The possibility of Rohani’s elimination supports the early speculation that he and Mohammad Reza Aref were qualified in the first place as projected losers, candidates who wouldn’t disrupt the intended current of the elections but who could split the opposition vote. In this light, their purpose on the ballot was to bring fence-sitting and dissident voters to the polls, raising turnout numbers and helping the regime bestow a medal of honor upon itself for such high participation.

In this way, the elections engineering would have been successful, the people would have participated in the elections, and the costs for eliminating the competition would have been far less than what they were in 2009. Considering what it would cost Khamenei to eliminate Rowhani at this stage, it is fair to assume that the earlier calculation of the election engineers hadn’t anticipated these recent developments and that a new plan is required.

Making no effort to conceal its affiliation with security and military circles, Fars News Agency refers to instances that could have led to the decision to eliminate Rowhani before elections day. “Supporting the heads of sedition during a speech, revealing state information, and anti-security actions such as the gathering of Rowhani supporters in Jamaran are some of the reasons the Guardian Council intends to reconsider this candidate's qualification."

It is also possible that under direction from Khamenei, the election engineers may wait out the coming days, and as an IRGC commander said, postpone cracking down on the reformist candidates until after the elections. On Sunday, June 9, Sepah News (the IRGC official News Agency) quoted Brigadier General Seyed Masoud Jazayeri as saying, “we will postpone legal handling of certain presidential candidates to after the elections.” Jazayeri, who is deputy chief of Joint Armed Forces Headquarters and head of the Defense Propaganda Headquarters, said, "we had warned before that it would be best if the esteemed candidates would limit expressing their opinions in the areas within the authority levels of the president and to refrain from entering in the armed forces’ domain which directly deals with defense and national security." The Spokesperson for the Iranian Armed Forces added, “we reserve the right to legally pursue that group of gentlemen candidates who have not observed these boundaries and who engaged in propagating incorrect information or a dark portrayal, and postpone it until after the elections.”

In the third television debate held on June 7, Rowhani implied that he knows things he does not wish to bring up. After the debate, a three-minute video was posted on YouTube showing Rowhani after the television debate.
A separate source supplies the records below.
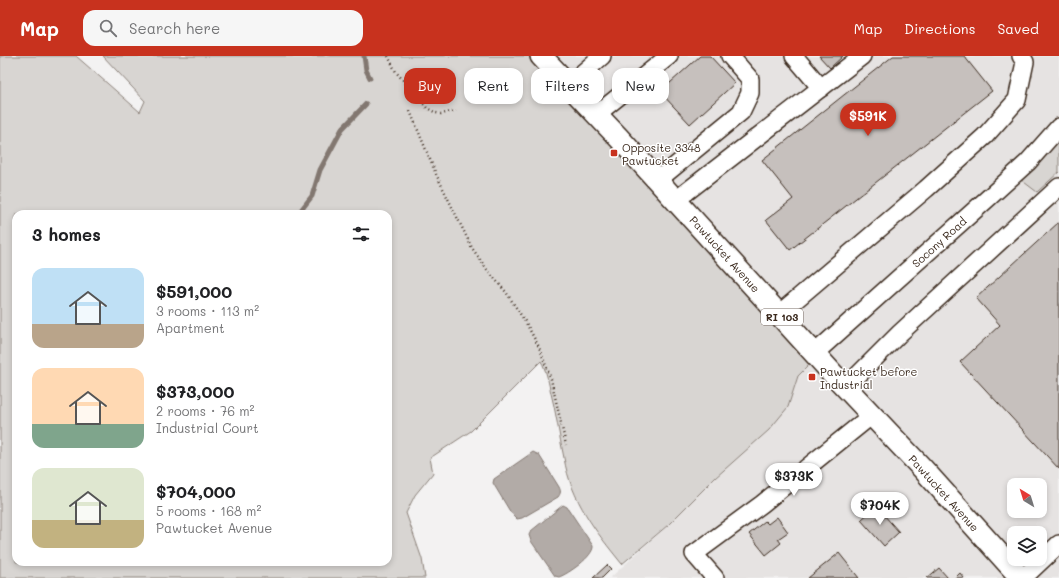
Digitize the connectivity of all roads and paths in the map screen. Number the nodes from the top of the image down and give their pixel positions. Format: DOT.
graph roads {
  1 [pos="388,56"];
  2 [pos="541,56"];
  3 [pos="602,56"];
  4 [pos="669,56"];
  5 [pos="730,56"];
  6 [pos="794,56"];
  7 [pos="862,56"];
  8 [pos="1021,56"];
  9 [pos="553,68"];
  10 [pos="588,68"];
  11 [pos="821,88"];
  12 [pos="587,104"];
  13 [pos="410,111"];
  14 [pos="456,111"];
  15 [pos="597,114"];
  16 [pos="1059,127"];
  17 [pos="658,180"];
  18 [pos="1059,187"];
  19 [pos="676,200"];
  20 [pos="779,314"];
  21 [pos="815,353"];
  22 [pos="846,387"];
  23 [pos="872,415"];
  24 [pos="566,445"];
  25 [pos="1059,544"];
  26 [pos="715,578"];
  27 [pos="1022,578"];
  1 -- 14 [label="path"];
  2 -- 9 [label="main road, Pawtucket Avenue / RI 103"];
  3 -- 10 [label="street"];
  4 -- 15 [label="street"];
  5 -- 17 [label="street"];
  6 -- 11 [label="street"];
  7 -- 11 [label="street"];
  8 -- 20 [label="street"];
  11 -- 19 [label="street"];
  12 -- 15 [label="main road, Pawtucket Avenue / RI 103"];
  13 -- 24 [label="path"];
  15 -- 17 [label="main road, Pawtucket Avenue / RI 103"];
  16 -- 21 [label="street, Socony Road"];
  17 -- 19 [label="main road, Pawtucket Avenue / RI 103"];
  18 -- 22 [label="street"];
  19 -- 20 [label="main road, Pawtucket Avenue / RI 103"];
  20 -- 21 [label="main road, Pawtucket Avenue / RI 103"];
  21 -- 22 [label="main road, Pawtucket Avenue / RI 103"];
  22 -- 23 [label="main road, Pawtucket Avenue / RI 103"];
  23 -- 26 [label="street"];
  23 -- 27 [label="main road, Pawtucket Avenue / RI 103"];
  25 -- 27 [label="street"];
}
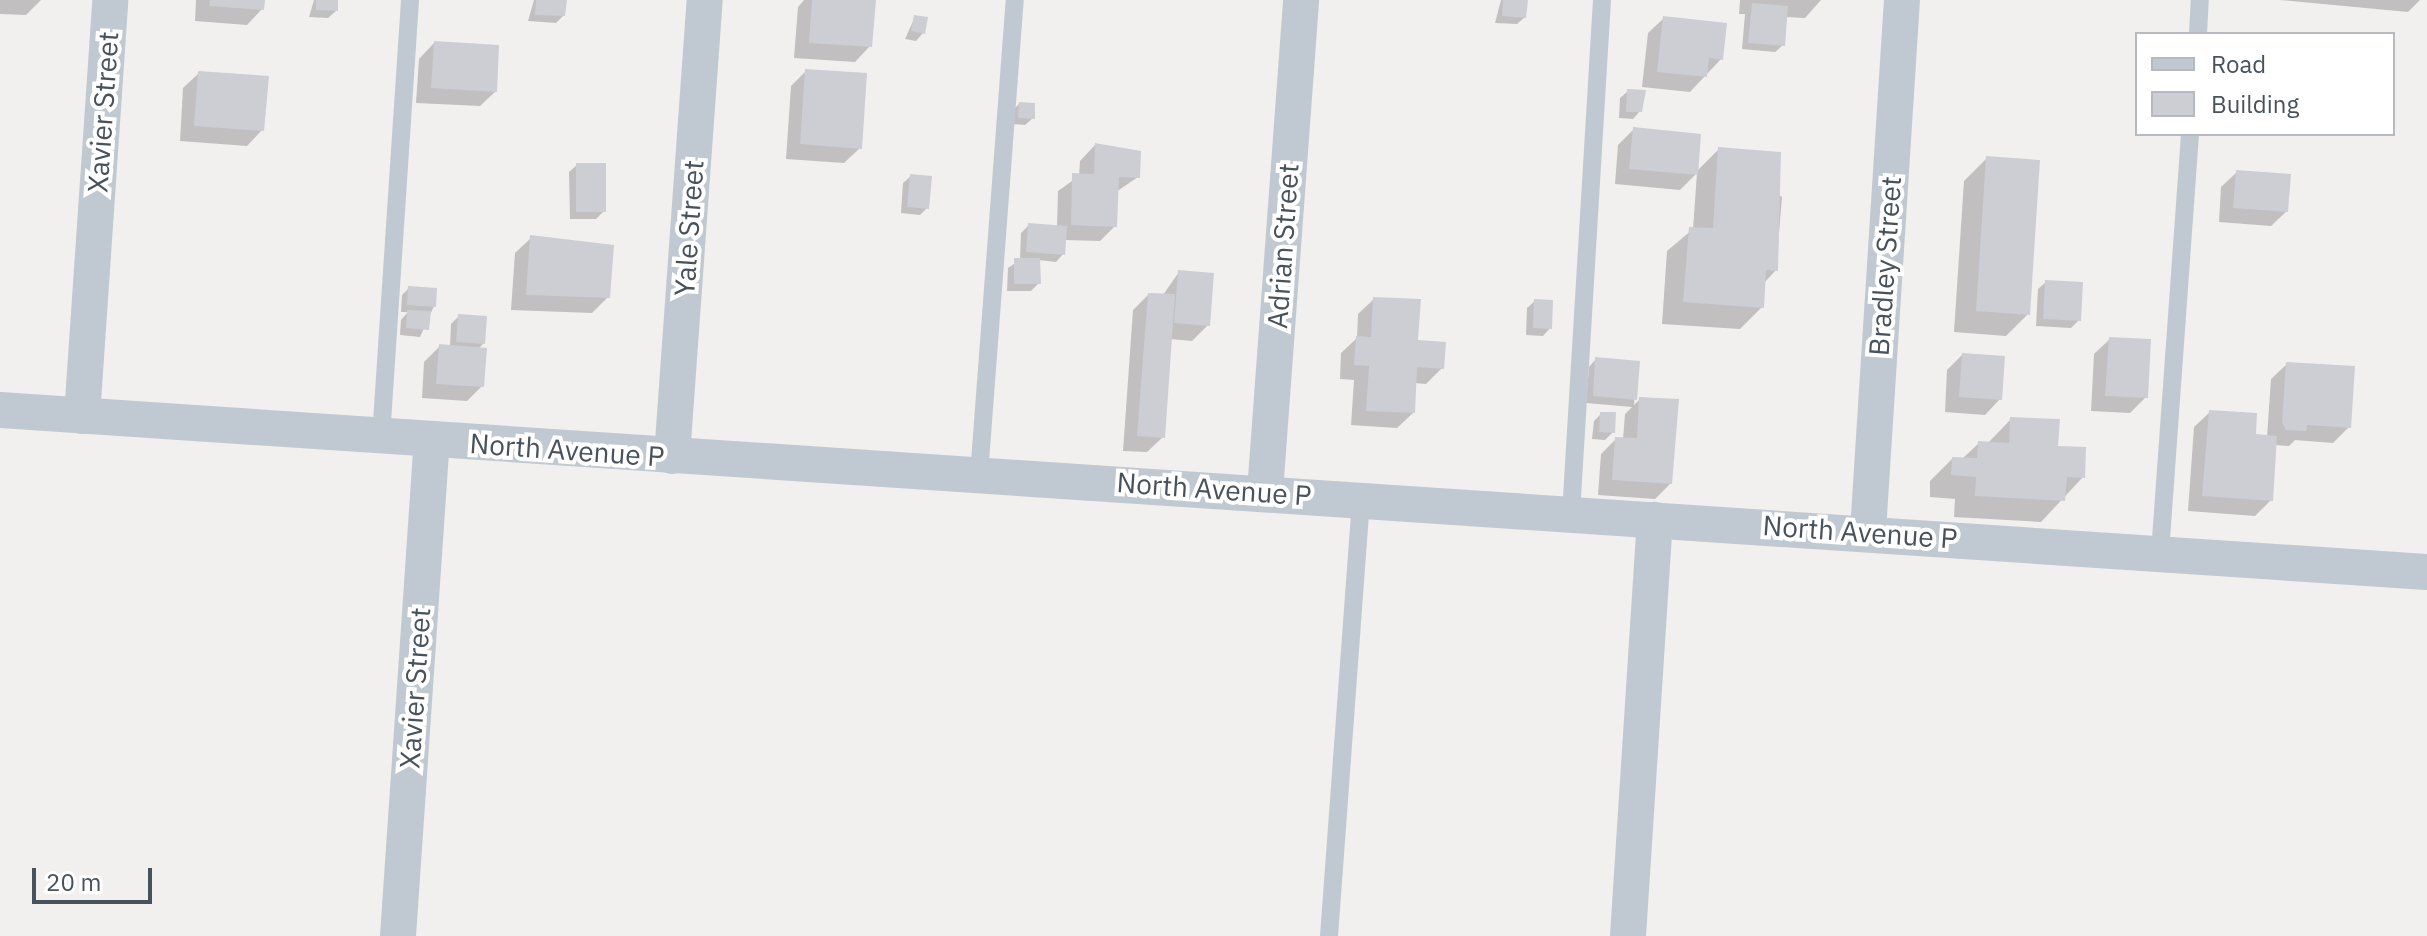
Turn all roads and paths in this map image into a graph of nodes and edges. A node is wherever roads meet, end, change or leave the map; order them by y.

In the video, he goes on to answer Mohammad Bagher Qalibaf who had earlier referred to a meeting of the Supreme National Security Council in 2002, about cracking down on the students. Rowhani said that Qalibaf, then Tehran police chief, had suggested trying to ambush the students in what he referred to as “pincer style.”  Rowhani said that he has many more of these meetings in his memory. “One of the candidates referred to a section, a meeting, an incident, and hundreds of meetings started walking in my head. I wanted to mention one or two samples, but I couldn’t do it. It would not have been fair.”

Referring indirectly to statements made by Saeed Jalili about Iran’s nuclear program, Rowhani questioned his knowledge, saying,  “It is very profound when someone doesn’t know what effects the [IAEA] Board of Governors could have, or what impact the Security Council could have.”

Taken together, the Revolutionary Guards Commander’s remarks along with the ominous Fars News speculation about revoking Rowhani’s qualification, the possibility emerges that the regime will take its own corrective course before the election is even held. Whatever happens, it doubtlessly have the approval of the head elections engineer, Seyed Ali Khamenei.